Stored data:
--
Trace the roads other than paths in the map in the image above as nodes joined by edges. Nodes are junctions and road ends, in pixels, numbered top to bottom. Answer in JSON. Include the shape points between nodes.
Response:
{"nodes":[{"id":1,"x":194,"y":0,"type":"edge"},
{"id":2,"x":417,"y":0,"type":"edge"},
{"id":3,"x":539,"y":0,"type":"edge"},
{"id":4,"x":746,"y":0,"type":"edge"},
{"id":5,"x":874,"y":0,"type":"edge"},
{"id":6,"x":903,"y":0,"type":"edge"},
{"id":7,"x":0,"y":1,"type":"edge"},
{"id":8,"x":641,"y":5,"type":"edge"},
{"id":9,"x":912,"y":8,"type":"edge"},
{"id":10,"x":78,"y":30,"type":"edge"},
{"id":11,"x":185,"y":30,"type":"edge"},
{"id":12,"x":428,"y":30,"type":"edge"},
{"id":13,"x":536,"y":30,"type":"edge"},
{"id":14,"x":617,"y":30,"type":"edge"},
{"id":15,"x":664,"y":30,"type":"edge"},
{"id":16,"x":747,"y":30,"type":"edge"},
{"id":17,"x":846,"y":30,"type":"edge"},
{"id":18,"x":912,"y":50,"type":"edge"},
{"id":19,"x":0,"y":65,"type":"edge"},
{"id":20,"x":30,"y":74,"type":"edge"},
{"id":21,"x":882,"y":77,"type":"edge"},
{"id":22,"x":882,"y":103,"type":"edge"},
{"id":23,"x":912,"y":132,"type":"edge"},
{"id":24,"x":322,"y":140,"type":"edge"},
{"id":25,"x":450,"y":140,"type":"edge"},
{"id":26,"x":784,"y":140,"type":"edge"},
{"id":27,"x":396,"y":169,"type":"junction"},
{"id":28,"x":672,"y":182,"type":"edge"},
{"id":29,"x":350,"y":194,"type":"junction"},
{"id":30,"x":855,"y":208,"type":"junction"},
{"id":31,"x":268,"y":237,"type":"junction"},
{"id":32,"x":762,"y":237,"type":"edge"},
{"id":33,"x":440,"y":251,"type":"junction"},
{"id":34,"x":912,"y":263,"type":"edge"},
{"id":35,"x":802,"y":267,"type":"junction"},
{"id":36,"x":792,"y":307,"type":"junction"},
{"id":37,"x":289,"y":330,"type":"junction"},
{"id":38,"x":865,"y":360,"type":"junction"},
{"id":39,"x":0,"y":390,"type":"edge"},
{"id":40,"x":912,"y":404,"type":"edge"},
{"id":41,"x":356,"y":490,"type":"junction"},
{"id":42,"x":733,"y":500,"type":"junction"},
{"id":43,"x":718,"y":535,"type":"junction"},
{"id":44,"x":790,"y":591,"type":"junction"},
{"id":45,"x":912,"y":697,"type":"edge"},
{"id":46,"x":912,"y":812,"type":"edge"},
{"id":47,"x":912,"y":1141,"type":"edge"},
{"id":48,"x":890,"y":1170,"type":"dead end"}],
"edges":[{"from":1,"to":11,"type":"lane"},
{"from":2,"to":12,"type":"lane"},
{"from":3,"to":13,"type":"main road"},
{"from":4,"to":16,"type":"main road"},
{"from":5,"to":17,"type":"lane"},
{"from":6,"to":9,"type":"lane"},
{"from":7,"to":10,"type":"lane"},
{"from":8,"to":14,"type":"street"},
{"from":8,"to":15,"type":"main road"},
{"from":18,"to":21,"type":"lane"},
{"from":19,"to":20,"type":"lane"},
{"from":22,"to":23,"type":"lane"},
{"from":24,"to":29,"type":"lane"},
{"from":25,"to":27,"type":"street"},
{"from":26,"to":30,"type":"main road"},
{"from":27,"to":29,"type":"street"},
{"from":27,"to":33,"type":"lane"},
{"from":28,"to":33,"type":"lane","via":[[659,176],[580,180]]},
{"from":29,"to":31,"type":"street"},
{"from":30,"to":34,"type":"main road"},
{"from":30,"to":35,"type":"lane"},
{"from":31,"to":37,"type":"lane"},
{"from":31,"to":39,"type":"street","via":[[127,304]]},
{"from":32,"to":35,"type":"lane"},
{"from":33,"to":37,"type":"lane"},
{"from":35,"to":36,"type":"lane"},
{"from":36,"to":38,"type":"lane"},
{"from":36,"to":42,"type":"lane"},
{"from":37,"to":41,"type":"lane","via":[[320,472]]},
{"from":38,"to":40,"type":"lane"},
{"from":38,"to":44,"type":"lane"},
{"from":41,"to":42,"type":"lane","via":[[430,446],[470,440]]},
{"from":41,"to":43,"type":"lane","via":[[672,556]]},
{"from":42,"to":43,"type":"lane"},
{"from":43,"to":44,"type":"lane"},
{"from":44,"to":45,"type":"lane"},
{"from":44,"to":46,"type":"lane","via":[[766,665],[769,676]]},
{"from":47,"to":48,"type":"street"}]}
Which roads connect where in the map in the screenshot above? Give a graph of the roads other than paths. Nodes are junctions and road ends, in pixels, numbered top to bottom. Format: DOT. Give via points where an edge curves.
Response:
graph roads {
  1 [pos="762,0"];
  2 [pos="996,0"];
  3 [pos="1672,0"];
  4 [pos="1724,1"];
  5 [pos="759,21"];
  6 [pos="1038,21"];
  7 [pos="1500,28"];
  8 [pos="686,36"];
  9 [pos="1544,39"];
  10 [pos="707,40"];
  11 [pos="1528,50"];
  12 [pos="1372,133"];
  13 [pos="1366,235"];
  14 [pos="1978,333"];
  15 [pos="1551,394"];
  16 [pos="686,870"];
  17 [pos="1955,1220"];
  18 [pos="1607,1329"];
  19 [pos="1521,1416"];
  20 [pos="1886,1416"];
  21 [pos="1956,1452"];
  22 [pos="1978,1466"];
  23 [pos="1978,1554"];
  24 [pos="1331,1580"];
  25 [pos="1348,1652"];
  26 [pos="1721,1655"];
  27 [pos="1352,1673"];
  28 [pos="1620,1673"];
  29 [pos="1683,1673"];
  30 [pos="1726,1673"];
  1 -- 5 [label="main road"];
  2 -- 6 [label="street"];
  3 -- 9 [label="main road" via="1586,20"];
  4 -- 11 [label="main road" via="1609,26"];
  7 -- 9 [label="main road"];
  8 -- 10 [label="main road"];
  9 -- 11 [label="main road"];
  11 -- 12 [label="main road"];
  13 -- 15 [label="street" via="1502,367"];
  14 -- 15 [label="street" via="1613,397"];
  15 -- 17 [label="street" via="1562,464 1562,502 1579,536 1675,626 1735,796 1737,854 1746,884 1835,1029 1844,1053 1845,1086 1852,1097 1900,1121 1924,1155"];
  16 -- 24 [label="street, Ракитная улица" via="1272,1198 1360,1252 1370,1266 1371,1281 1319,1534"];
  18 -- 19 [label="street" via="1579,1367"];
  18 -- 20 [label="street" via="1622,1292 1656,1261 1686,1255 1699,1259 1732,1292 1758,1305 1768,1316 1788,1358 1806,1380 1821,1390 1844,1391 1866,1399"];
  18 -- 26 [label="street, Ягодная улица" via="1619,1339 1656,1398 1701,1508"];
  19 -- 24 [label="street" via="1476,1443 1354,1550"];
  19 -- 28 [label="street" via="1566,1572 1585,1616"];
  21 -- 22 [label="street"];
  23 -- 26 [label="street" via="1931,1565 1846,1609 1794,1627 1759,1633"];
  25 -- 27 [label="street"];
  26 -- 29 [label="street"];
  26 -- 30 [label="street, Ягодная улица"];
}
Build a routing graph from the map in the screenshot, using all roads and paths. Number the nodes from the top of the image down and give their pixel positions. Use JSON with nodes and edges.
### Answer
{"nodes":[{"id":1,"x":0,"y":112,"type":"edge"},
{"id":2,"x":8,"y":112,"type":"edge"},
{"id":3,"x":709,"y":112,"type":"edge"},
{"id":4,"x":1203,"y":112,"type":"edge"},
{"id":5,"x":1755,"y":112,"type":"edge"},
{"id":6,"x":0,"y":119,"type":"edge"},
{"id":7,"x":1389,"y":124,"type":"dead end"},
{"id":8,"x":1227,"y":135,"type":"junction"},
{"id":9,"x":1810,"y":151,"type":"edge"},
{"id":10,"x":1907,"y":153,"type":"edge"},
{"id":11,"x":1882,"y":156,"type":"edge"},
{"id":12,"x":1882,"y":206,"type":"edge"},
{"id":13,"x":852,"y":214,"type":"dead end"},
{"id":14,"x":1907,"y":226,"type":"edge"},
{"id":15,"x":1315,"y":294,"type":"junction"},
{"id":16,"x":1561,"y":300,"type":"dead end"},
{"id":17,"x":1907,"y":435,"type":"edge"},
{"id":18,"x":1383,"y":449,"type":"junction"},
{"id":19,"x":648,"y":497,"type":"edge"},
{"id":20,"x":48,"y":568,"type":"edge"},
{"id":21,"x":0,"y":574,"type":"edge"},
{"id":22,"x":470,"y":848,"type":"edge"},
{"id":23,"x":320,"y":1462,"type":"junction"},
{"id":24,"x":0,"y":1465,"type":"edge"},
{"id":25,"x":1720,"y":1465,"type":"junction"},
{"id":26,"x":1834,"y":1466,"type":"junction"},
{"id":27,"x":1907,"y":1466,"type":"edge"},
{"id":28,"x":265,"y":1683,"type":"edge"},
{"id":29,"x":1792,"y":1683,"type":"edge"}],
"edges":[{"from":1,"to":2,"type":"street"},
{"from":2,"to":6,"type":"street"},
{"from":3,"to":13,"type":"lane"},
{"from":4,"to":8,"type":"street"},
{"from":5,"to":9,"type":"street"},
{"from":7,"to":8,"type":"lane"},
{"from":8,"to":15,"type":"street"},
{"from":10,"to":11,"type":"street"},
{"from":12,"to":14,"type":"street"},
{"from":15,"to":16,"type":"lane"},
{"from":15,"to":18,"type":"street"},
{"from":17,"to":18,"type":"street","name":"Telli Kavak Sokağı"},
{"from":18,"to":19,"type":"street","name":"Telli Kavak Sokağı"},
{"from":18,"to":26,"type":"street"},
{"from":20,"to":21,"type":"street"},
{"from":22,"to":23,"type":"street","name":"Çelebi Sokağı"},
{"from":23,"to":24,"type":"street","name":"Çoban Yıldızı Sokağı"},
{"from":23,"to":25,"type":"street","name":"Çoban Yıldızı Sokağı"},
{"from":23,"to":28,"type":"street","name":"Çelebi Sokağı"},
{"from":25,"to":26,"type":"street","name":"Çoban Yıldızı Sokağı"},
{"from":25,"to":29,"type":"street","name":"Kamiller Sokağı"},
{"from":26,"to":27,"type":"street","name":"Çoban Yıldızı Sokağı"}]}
--
▸ WHAT YOU ARE ASKED TO DO:
Check each line in the records above for the word "Ягодная". Return those that have it.

▸ ANSWER TO THIS TASK:
  18 -- 26 [label="street, Ягодная улица" via="1619,1339 1656,1398 1701,1508"];
  26 -- 30 [label="street, Ягодная улица"];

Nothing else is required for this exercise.